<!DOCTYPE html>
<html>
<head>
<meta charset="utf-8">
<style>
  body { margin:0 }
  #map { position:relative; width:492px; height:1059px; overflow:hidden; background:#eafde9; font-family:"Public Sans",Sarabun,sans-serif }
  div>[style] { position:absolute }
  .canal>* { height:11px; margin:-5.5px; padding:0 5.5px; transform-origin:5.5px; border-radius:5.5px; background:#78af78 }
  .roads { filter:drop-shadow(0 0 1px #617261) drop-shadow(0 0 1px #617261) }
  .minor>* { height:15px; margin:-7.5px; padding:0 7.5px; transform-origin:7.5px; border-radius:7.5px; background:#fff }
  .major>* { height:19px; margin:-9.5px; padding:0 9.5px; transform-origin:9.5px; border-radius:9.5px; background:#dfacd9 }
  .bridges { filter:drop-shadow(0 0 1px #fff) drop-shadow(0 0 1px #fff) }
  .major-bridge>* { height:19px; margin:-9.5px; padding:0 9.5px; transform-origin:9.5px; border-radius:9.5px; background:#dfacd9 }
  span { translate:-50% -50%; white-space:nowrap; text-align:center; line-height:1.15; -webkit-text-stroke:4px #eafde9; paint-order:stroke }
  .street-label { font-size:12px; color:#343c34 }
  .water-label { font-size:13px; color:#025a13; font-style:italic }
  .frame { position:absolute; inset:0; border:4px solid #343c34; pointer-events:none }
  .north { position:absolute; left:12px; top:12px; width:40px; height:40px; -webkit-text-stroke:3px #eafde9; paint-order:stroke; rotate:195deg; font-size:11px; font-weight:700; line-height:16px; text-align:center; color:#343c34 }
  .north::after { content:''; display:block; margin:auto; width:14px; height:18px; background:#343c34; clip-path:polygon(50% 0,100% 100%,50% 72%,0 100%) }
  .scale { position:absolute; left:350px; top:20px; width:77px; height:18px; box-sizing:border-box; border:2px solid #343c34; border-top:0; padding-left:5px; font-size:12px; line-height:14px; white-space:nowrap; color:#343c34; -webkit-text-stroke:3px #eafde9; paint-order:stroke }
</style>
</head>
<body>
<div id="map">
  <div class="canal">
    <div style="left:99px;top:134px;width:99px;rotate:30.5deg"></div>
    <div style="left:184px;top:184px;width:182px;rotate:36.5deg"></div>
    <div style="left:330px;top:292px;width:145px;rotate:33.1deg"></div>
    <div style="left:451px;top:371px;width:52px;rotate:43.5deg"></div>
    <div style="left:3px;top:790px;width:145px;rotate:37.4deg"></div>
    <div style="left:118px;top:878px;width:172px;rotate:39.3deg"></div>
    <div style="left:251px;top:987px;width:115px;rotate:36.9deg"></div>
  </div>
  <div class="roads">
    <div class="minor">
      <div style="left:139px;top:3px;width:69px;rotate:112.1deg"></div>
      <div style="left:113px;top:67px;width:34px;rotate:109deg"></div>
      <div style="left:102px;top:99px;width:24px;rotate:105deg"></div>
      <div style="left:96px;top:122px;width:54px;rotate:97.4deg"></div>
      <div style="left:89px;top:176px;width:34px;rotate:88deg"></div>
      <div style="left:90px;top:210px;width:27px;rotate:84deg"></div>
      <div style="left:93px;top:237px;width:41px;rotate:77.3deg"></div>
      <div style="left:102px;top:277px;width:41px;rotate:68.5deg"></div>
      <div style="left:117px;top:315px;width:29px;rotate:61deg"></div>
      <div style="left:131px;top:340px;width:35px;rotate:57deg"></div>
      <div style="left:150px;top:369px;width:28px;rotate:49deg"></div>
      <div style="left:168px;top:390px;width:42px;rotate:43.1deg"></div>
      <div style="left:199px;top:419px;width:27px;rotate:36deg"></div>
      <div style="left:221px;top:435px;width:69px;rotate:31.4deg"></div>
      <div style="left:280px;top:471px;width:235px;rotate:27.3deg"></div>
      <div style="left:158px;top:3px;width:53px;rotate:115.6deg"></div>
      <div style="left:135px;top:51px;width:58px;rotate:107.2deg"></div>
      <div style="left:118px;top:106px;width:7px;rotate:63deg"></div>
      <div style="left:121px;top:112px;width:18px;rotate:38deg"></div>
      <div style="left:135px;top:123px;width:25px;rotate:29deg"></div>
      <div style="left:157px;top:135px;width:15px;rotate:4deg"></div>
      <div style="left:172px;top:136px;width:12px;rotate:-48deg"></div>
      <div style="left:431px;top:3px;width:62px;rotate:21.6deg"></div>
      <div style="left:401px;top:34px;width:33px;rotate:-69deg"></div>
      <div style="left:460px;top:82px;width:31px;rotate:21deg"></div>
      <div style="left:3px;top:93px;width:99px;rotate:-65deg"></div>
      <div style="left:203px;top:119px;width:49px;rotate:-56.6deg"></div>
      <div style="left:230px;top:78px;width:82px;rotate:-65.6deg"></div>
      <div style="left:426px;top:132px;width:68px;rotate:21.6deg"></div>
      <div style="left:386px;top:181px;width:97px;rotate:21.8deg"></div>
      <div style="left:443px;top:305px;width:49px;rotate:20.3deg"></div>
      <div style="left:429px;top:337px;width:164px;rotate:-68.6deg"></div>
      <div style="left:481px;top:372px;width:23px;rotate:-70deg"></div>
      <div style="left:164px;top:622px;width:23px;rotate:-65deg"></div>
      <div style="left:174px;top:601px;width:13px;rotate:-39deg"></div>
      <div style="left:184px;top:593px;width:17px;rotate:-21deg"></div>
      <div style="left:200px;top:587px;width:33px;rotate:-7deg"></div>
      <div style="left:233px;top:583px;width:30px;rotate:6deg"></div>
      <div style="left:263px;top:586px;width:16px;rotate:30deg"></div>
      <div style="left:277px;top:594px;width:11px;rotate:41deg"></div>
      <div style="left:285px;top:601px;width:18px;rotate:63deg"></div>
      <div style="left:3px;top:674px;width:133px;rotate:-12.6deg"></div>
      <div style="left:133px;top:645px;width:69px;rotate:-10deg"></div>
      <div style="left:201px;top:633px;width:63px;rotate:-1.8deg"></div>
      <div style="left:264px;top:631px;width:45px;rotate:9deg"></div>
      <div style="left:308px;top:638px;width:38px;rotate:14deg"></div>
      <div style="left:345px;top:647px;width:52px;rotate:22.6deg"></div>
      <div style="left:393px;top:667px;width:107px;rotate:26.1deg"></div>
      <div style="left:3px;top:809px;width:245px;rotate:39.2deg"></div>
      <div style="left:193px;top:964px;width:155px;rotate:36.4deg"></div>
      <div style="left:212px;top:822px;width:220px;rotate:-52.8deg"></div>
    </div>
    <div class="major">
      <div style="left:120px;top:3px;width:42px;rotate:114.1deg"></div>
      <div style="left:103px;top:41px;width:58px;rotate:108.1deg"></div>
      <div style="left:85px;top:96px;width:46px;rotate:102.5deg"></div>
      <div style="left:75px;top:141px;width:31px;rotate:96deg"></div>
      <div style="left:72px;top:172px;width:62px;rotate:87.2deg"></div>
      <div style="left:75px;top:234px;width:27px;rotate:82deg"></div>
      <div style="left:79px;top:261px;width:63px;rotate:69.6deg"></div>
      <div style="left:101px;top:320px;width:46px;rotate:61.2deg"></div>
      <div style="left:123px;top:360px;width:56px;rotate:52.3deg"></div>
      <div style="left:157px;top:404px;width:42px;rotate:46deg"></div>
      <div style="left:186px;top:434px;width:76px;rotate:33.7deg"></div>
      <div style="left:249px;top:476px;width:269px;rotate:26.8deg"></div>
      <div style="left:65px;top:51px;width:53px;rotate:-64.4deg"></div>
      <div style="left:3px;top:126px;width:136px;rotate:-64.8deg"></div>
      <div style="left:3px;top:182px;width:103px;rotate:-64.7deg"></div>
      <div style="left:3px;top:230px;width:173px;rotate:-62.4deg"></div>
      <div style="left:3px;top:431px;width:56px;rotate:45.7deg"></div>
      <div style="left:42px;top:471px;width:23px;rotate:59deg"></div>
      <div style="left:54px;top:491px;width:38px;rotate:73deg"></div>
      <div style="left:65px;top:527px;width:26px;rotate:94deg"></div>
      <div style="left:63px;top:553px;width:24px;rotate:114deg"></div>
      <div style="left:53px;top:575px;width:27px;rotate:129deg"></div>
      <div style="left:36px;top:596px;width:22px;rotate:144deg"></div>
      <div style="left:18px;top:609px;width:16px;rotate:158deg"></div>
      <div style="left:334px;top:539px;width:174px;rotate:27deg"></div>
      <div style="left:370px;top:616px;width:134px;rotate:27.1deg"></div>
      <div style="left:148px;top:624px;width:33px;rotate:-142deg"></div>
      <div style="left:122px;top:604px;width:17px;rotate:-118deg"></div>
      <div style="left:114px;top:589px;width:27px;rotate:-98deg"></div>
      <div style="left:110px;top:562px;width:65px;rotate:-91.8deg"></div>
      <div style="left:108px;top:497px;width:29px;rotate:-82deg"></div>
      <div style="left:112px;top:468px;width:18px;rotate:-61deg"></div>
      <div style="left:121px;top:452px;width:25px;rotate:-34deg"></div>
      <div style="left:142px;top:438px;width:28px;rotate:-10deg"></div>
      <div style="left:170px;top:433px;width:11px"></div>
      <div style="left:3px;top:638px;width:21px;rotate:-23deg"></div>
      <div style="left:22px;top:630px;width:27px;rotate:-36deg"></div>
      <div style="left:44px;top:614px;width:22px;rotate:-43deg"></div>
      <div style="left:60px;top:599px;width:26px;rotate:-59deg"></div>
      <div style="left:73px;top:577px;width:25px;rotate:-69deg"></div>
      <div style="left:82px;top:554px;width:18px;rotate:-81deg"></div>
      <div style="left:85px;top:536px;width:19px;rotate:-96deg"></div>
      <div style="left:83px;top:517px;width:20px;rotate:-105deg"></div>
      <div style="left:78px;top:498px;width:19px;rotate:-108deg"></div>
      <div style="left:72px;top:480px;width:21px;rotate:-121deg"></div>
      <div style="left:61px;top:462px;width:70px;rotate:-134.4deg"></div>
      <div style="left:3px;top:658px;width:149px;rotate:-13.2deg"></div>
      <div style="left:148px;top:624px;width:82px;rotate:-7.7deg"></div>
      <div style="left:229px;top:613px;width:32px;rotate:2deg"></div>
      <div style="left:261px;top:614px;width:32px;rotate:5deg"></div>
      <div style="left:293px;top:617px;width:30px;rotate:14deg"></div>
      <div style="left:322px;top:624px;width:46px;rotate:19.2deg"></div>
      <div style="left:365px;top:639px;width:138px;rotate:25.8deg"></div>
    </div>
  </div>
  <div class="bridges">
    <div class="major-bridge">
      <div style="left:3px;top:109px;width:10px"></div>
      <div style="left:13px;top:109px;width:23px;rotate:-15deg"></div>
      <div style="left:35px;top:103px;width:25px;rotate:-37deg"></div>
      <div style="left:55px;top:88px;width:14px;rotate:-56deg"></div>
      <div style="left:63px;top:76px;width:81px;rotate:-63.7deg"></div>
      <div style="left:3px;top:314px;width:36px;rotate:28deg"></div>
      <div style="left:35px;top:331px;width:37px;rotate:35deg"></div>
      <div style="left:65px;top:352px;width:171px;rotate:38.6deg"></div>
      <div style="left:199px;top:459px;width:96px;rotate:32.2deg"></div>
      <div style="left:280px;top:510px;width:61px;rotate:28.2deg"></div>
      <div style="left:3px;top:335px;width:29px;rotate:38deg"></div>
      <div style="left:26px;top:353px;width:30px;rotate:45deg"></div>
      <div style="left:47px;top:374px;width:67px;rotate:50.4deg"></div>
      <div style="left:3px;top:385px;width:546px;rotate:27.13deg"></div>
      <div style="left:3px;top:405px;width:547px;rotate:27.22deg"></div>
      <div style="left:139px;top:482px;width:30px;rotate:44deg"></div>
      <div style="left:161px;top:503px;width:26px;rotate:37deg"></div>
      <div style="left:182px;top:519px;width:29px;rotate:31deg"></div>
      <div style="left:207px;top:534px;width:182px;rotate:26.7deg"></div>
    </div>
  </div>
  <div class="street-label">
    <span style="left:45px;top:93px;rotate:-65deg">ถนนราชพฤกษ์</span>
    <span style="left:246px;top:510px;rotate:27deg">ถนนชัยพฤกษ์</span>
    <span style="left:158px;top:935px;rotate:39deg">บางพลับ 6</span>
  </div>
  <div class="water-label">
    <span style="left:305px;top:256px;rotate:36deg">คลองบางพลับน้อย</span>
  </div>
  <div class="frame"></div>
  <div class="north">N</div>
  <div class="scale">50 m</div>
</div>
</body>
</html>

********

Search the listing for "filter" and show every line where it occurs.

  .roads { filter:drop-shadow(0 0 1px #617261) drop-shadow(0 0 1px #617261) }
  .bridges { filter:drop-shadow(0 0 1px #fff) drop-shadow(0 0 1px #fff) }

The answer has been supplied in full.